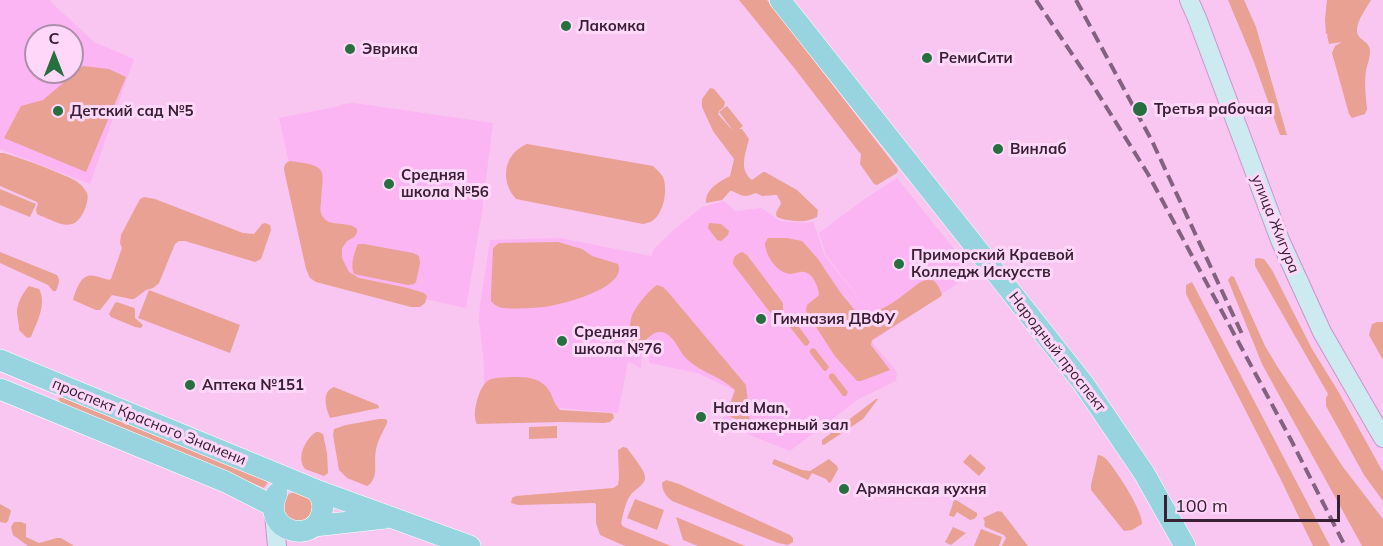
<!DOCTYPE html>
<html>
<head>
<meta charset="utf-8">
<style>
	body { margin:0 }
	#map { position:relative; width:1383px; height:546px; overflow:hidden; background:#f9c6f2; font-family:Mulish,sans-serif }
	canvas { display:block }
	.north { position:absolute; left:24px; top:24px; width:60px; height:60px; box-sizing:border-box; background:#ffd8f9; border:2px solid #af8eab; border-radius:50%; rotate:0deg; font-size:16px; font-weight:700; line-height:24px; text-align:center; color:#382035 }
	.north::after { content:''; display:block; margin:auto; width:21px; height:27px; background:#25703e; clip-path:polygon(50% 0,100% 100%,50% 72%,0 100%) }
	.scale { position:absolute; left:1164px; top:495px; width:176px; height:27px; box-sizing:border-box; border:3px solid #382035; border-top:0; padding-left:8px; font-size:18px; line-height:21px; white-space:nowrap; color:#382035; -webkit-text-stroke:4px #ffd8f9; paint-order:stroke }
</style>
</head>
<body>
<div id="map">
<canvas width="1383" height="546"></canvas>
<div class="north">С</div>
<div class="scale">100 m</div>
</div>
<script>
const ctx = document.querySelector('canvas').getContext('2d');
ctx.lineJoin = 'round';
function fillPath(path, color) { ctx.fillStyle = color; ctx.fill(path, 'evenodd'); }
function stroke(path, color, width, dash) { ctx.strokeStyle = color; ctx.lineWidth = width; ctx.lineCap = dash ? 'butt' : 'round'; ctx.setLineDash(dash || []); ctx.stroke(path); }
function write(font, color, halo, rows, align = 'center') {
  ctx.font = font + ' Mulish,sans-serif'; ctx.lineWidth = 6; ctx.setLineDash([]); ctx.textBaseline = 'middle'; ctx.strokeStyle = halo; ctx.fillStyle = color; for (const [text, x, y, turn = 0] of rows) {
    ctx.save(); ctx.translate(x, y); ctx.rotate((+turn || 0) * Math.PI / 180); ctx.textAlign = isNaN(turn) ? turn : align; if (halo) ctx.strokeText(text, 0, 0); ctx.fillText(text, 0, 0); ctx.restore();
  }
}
const built = new Path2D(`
	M0,0H49L94,42L134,59L90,184L0,149ZM36,36H72V72H36Z
	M354,103L493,123L482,212L466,308L314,275L279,118L331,108L344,104Z
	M897,178L951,245L971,274L872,342L897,372L896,381L859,399L790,451L740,431L742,427L723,419L734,390L697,373L649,363L646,290L641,369L634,364L628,362L618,413L484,402V365L479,320L480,305L490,240L560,238L651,256L654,249L670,233L702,207L724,201L736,211L762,208L780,221L808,223L813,221L825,256L871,313L826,255L819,233L866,198Z`);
const green = new Path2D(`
	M739,0H767L897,168L898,170L897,173L877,185L874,184L860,164L861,154L859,152L795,69Z
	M1228,0H1244L1256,27L1287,135H1280L1254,62Z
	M1327,0H1371C1366,9 1357,20 1357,30C1356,40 1371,41 1370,52C1370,59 1367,65 1366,71C1364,83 1366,97 1367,109L1365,114L1352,118L1349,114L1332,53L1335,46L1342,42L1329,44L1327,35L1329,34H1326L1325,19Z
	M83,66L109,69L126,77L86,172L4,138L21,106L43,100Z
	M710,88L714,89L725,102L724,107L719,111L718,114L734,132L719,112L727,106L743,126L739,129H742L749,139C746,153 738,169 752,180L763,172H765L797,190L818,210L817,217C807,223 788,222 777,217C774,211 780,208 781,203L777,195H775L762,196L756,193C743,198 743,196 732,191H730L722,200L706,203C705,189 719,182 730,176L734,159L713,131L702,107V99Z
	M527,144L653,166C657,170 660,172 663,177C668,189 664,214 652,221C651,222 643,224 643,224L516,199C500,181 503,154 527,144Z
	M0,153H4C23,159 43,166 61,174C68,177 76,180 81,185C83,187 86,191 87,193C90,202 81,222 72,224C62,227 50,219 41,216L37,214L36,209L38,204L37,202L0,186Z
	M290,161C330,166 323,169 321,203C320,208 320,213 323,217C330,228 348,220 357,229V233L354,237L347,241L342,248V258L349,272L359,278L408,288L424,293L427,296L425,303L420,307H411L316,282L310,278L306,269L284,170C284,165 285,163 290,161Z
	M0,189L36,204L30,217L0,205Z
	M144,197L155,199L243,233L254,234L262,224L265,223L270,225L271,230L261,259L255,262L185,241H179L175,244L159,283L153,288L146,290L134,299H131L112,295L100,310H96L73,300C74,295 76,290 78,286C86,270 95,276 109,280L111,279L122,248L120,243L121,235L140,199Z
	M709,223L721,224L729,231L728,235L721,241L717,240L708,228Z
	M768,238H787L802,241L818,259L840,292L857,313C875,316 892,304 906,293C912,289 918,282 926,280C935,277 940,288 942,295L940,297L872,340L871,345L890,370L861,381H857L834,355L806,311L807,305L819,295C819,288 813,273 804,272C800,271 795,274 790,274C777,273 765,255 765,243Z
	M558,242L582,249L592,256L618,264C628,288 561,305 544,307C536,308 510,309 502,308C497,307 494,304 491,301V295L493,248L499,243Z
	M358,244H364L413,253L419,256L420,263L416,282L414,284L408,285L354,274C350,267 354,252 358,244Z
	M0,252L57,275C61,281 58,285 56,291H53L48,285L0,263Z
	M742,252L747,255L783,303V311L776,316L773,315L769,311L733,264C733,257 735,255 742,252Z
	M1258,258L1264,259L1272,270L1312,349L1338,391L1383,472V501L1364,475L1326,406V398L1328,394L1255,266V259Z
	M1231,276L1234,277L1265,346L1277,366L1343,467L1383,519V546H1362L1262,364L1228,280Z
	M1192,282L1330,546H1313L1279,476L1186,294V285Z
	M657,285L663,287L668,292L746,385L750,424L748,425L731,417L727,414L735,390C718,374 699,373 684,356C678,348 672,333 661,332C650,331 643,346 634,351L632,348C631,339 629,328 631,319C633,309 649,290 657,285Z
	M29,286L39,289C47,304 37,322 31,337L27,338L19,330C19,324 18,320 17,314C16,305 23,292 29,286Z
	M149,290L240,325L230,353L138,318Z
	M117,302L134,308L135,310V318L143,325L141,328L135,327L111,317L109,314L115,303Z
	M793,322L796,323L810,342L807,346L804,345L790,327L791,324Z
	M1377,322H1383V360L1369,335L1372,324Z
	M813,348L815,349L829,367L826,371H824L810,353V350Z
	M832,373L834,374L848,392L846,396H843L829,378V375Z
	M509,377C524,377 541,376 550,392C553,398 554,404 560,410L610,413L613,414L614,418L610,422L604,423L560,422L477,424C471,415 479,385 489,380C495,377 503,378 509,377Z
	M334,387L378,405L379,408L330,418C326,408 321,392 334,387Z
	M61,397L66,399L269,480L264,488L61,403L58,398Z
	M876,399H878L863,419L824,445L822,444V440Z
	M379,419H385L387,420V423C383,432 377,441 376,450C373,463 380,478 367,486L347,478L339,470L333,435L334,429L346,425Z
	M557,426V438L529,439V427Z
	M316,432H319L323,434L327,453L328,473L324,476L305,469C296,458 305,439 316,432Z
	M623,447L627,448C631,454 645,470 645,477C646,485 634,489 630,496C625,503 623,515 621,524L624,527L671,546H625L600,535L596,523V505L595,503L518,505L511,503L512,498L516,496L613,488L618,485L619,478L618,450Z
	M970,454L986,468L979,476L963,462Z
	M1098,455C1103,456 1103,456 1107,460C1116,470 1143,511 1142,524L1132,530L1124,531L1091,490V485Z
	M774,459L802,470L810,471L829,459L837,466L838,469L831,482L829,483L826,479L812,473L808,480L772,464Z
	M666,480L679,484L790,535L793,538V542L788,545L778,543L672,501C666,496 662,491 662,483Z
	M294,492L310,496L314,514L301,524L284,516V499L289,494Z
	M635,499L664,510L657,530L627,518Z
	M954,500H956L977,513V516L974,519L970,520L957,512L954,517L950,516L949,515Z
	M0,504L9,509L11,511L8,521L6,523L0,522Z
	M998,511L1002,512L1028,546H1002L1006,538L1004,535L985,527L984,524L985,522L983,518Z
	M676,517L745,546H698L683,540Z
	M14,522H21L26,524V537L39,543L57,538H61L74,546H28L13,535L11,527Z
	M953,527L966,533L951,545L945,542Z
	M981,529L1002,537L999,546H974Z`);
const secondary = new Path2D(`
	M1189,0L1197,18L1280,240L1322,332L1383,438
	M274,514L277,546`);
const primary = new Path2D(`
	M780,0L1083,383L1144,473L1185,546
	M0,360L316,490L470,546
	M0,389L226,482L273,506
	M277,493C259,532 316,546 322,512C324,504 321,496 316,490
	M314,526L385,518`);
const rail = new Path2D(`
	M1036,0L1092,84L1148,174L1290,438L1345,546
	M1076,0L1152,141L1242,334`);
const markers = [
	[566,26,6,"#25703e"],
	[350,49,6,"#25703e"],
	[927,58,6,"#25703e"],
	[1140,109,8,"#25703e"],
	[58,111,6,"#25703e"],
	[998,149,6,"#25703e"],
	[389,184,6,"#25703e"],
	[899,264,6,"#25703e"],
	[761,319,6,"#25703e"],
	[562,341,6,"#25703e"],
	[190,385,6,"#25703e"],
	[701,417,6,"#25703e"],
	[844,489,6,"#25703e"]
];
const poiNames = [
	["Лакомка",578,26],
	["Эврика",362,49],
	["РемиСити",939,58],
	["Третья рабочая",1154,109],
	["Детский сад №5",70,111],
	["Винлаб",1010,149],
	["Средняя",401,175],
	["школа №56",401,192],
	["Приморский Краевой",911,255],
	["Колледж Искусств",911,272],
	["Гимназия ДВФУ",773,319],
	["Средняя",574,332],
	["школа №76",574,349],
	["Аптека №151",202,385],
	["Hard Man,",713,408],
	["тренажерный зал",713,425],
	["Армянская кухня",856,489]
];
const streetNames = [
	["улица Жигура",1275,224,68],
	["Народный проспект",1057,352,52],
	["проспект Красного Знамени",149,422,22]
];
fillPath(built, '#fbb5f2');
fillPath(green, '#e9a193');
stroke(secondary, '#cf92c8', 20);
stroke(primary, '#fff', 22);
stroke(secondary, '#cceaef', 18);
stroke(primary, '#98d4df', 21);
stroke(rail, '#83617f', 4, [12, 6]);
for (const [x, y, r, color] of markers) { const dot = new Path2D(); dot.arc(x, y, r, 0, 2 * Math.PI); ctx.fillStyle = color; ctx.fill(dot); stroke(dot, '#ffd8f9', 2); }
write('bold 15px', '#382035', '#ffd8f9', poiNames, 'left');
write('15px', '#382035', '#ffd8f9', streetNames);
</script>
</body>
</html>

Work request: Anywhere the listing shows the word "strokeStyle", copy the full line.

The answer:
function stroke(path, color, width, dash) { ctx.strokeStyle = color; ctx.lineWidth = width; ctx.lineCap = dash ? 'butt' : 'round'; ctx.setLineDash(dash || []); ctx.stroke(path); }
  ctx.font = font + ' Mulish,sans-serif'; ctx.lineWidth = 6; ctx.setLineDash([]); ctx.textBaseline = 'middle'; ctx.strokeStyle = halo; ctx.fillStyle = color; for (const [text, x, y, turn = 0] of rows) {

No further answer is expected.